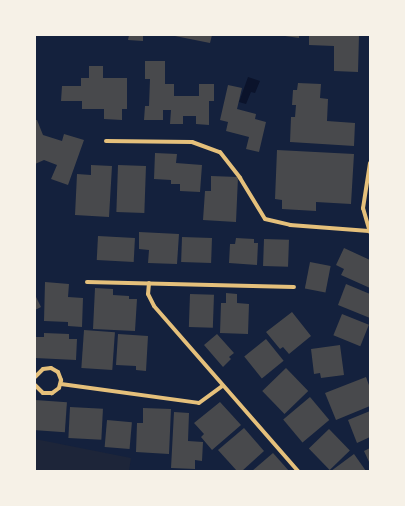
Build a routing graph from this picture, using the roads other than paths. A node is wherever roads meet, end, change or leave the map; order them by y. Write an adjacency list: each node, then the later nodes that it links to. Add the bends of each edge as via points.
1 (106, 141): 3 (street, via 192,142 220,152 240,178 265,219 290,225)
2 (370, 163): 3 (street, via 364,208)
3 (370, 231)
4 (87, 282): 5 (street)
5 (149, 283): 6 (street); 10 (street, via 148,294 154,306)
6 (294, 287)
7 (35, 377): 8 (street, via 43,369 51,368 60,376)
8 (61, 384): 9 (street, via 56,391 47,394 39,391); 10 (street, via 199,403)
9 (35, 385)
10 (222, 386): 11 (street)
11 (298, 471)

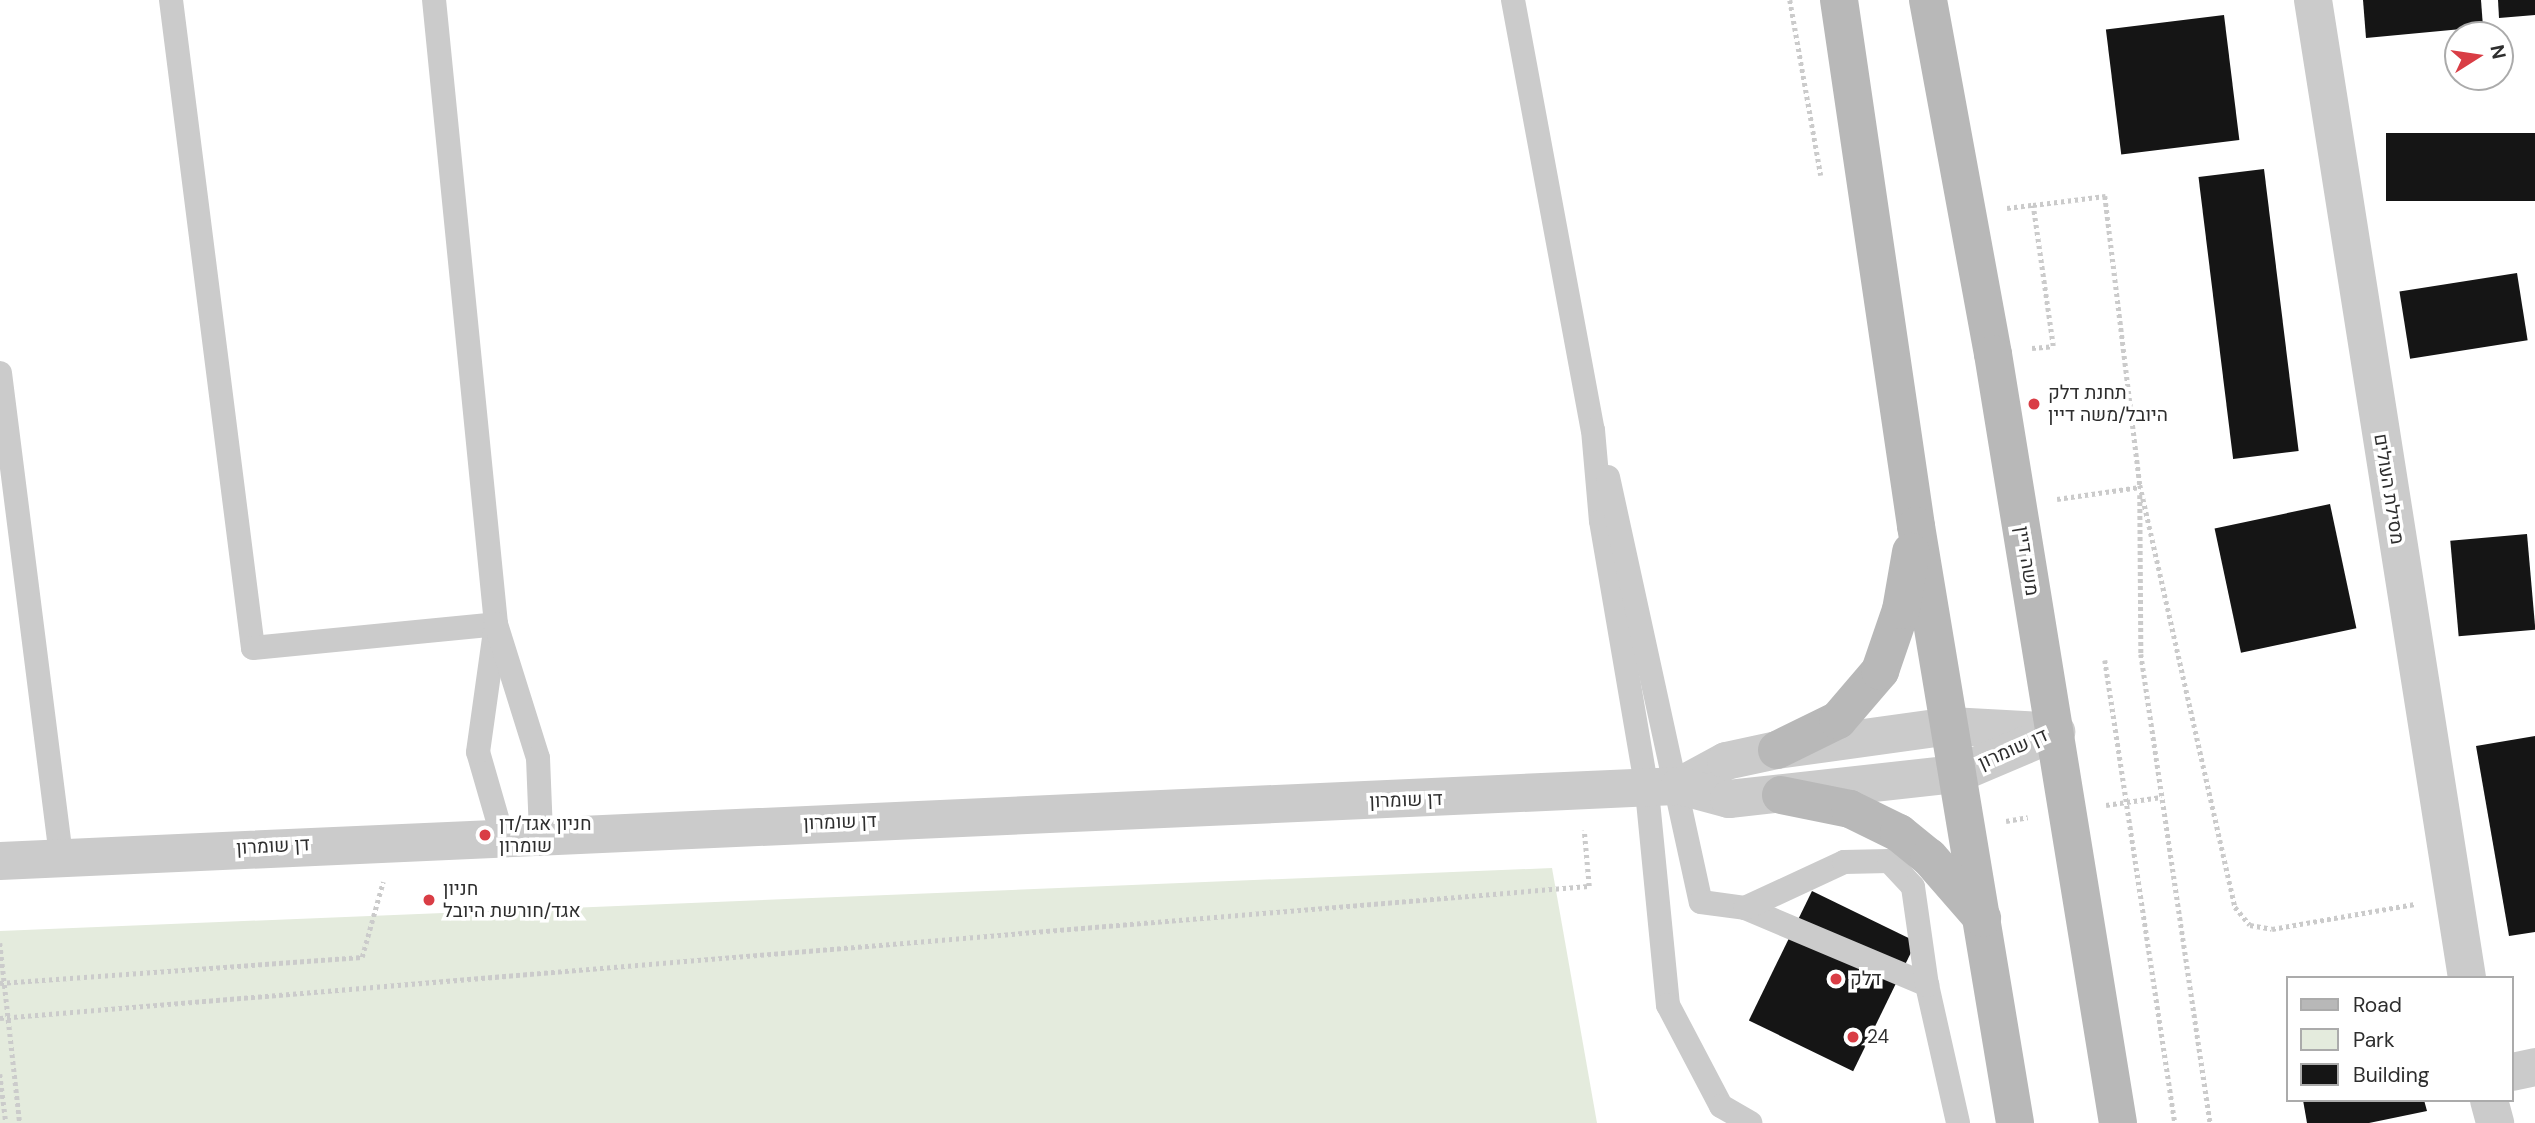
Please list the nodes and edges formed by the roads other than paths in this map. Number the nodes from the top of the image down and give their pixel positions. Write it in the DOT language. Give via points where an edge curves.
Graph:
graph roads {
  1 [pos="171,0"];
  2 [pos="434,0"];
  3 [pos="1513,0"];
  4 [pos="1839,0"];
  5 [pos="1928,0"];
  6 [pos="2313,0"];
  7 [pos="0,373"];
  8 [pos="1593,430"];
  9 [pos="1916,526"];
  10 [pos="496,624"];
  11 [pos="1950,726"];
  12 [pos="2056,732"];
  13 [pos="1777,750"];
  14 [pos="1957,774"];
  15 [pos="1663,788"];
  16 [pos="1781,796"];
  17 [pos="541,834"];
  18 [pos="502,835"];
  19 [pos="61,856"];
  20 [pos="0,861"];
  21 [pos="1745,908"];
  22 [pos="1982,918"];
  23 [pos="2467,976"];
  24 [pos="1927,985"];
  25 [pos="2535,1068"];
  26 [pos="2514,1072"];
  27 [pos="2490,1102"];
  28 [pos="1750,1123"];
  29 [pos="1958,1123"];
  30 [pos="2015,1123"];
  31 [pos="2119,1123"];
  32 [pos="2496,1123"];
  1 -- 10 [label="lane" via="253,648"];
  2 -- 10 [label="lane"];
  3 -- 8 [label="lane"];
  4 -- 9 [label="main road"];
  5 -- 12 [label="main road, משה דיין"];
  6 -- 23 [label="street, מסילת העולים"];
  7 -- 19 [label="lane"];
  8 -- 15 [label="lane" via="1620,518"];
  8 -- 15 [label="lane" via="1601,521"];
  9 -- 11 [label="main road"];
  9 -- 13 [label="main road" via="1901,610 1880,671 1838,720"];
  10 -- 17 [label="lane" via="538,758"];
  10 -- 18 [label="lane" via="478,752"];
  11 -- 12 [label="street, דן שומרון"];
  11 -- 13 [label="street, דן שומרון"];
  11 -- 14 [label="main road"];
  12 -- 14 [label="street, דן שומרון"];
  12 -- 31 [label="main road, משה דיין"];
  13 -- 15 [label="street, דן שומרון" via="1726,761"];
  14 -- 16 [label="street, דן שומרון"];
  14 -- 22 [label="main road"];
  15 -- 16 [label="street, דן שומרון" via="1729,799"];
  15 -- 17 [label="street, דן שומרון"];
  15 -- 21 [label="lane" via="1702,902"];
  15 -- 28 [label="lane" via="1668,1005 1721,1106"];
  16 -- 22 [label="main road" via="1850,809 1899,833 1929,857"];
  17 -- 18 [label="street, דן שומרון"];
  18 -- 19 [label="street, דן שומרון"];
  19 -- 20 [label="street, דן שומרון"];
  21 -- 24 [label="lane"];
  21 -- 24 [label="lane" via="1844,862 1889,860 1913,887"];
  22 -- 30 [label="main road"];
  24 -- 29 [label="lane"];
  25 -- 26 [label="street"];
  27 -- 32 [label="street"];
}
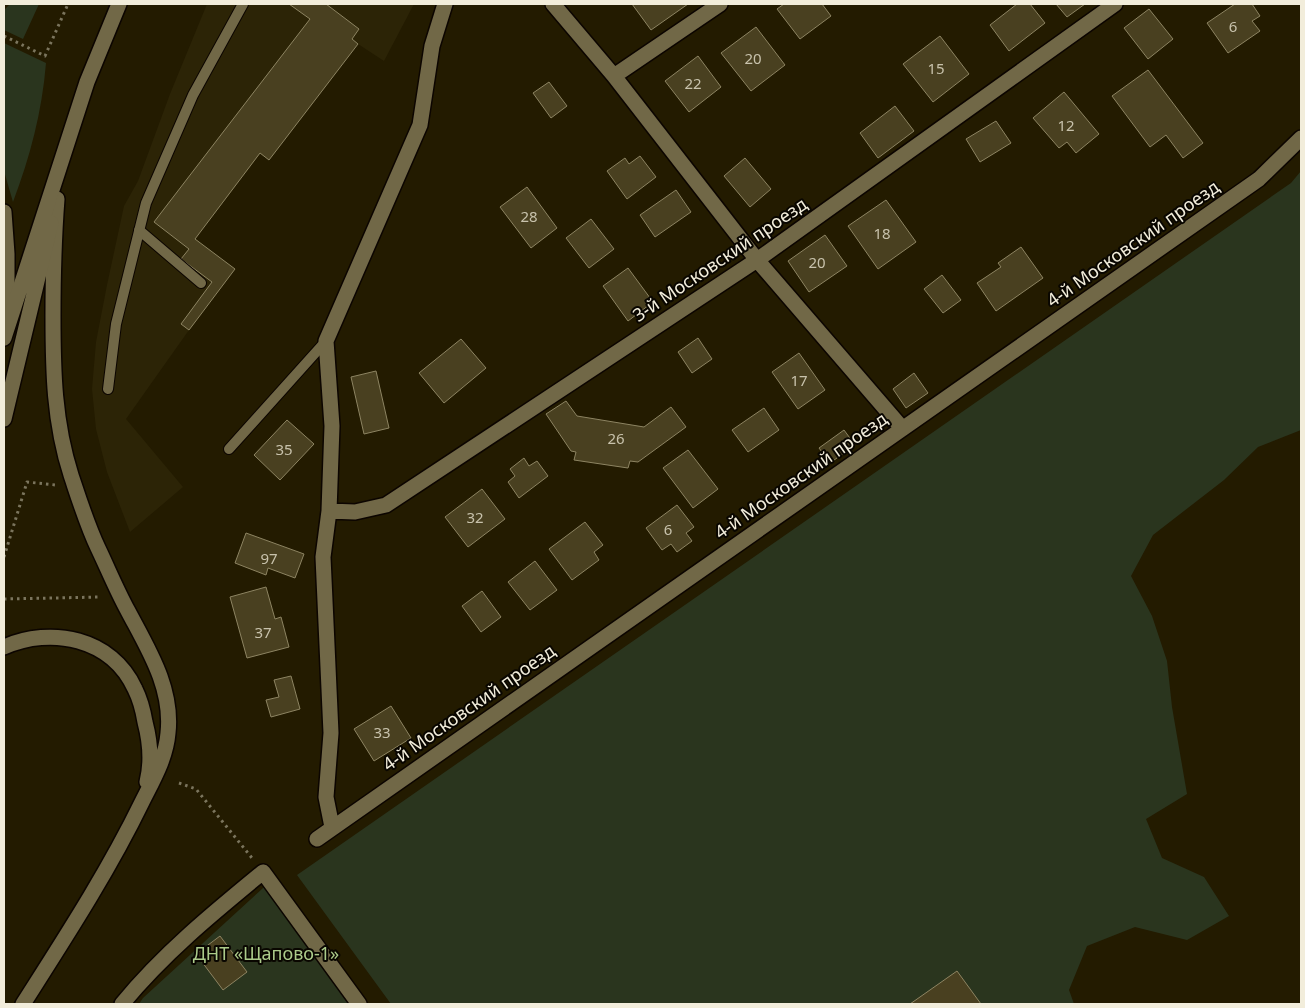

________

→ **What you will do**: Filtering the entries above by the word "edge", copy each line that matches.

→ **Output of the exercise**:
Build a routing graph from this picture, using the roads other than paths. A node is wherever roads meet, end, change or leave the map; order them by y. Write an adjacency list: each node, then the later nodes that it links to. Add the bends of each edge as via points.
Please list the nodes and edges formed by the roads other than paths in this map. Number the nodes from the top of the image down and give their pixel positions. Write it in the DOT language. Give via points where an edge curves.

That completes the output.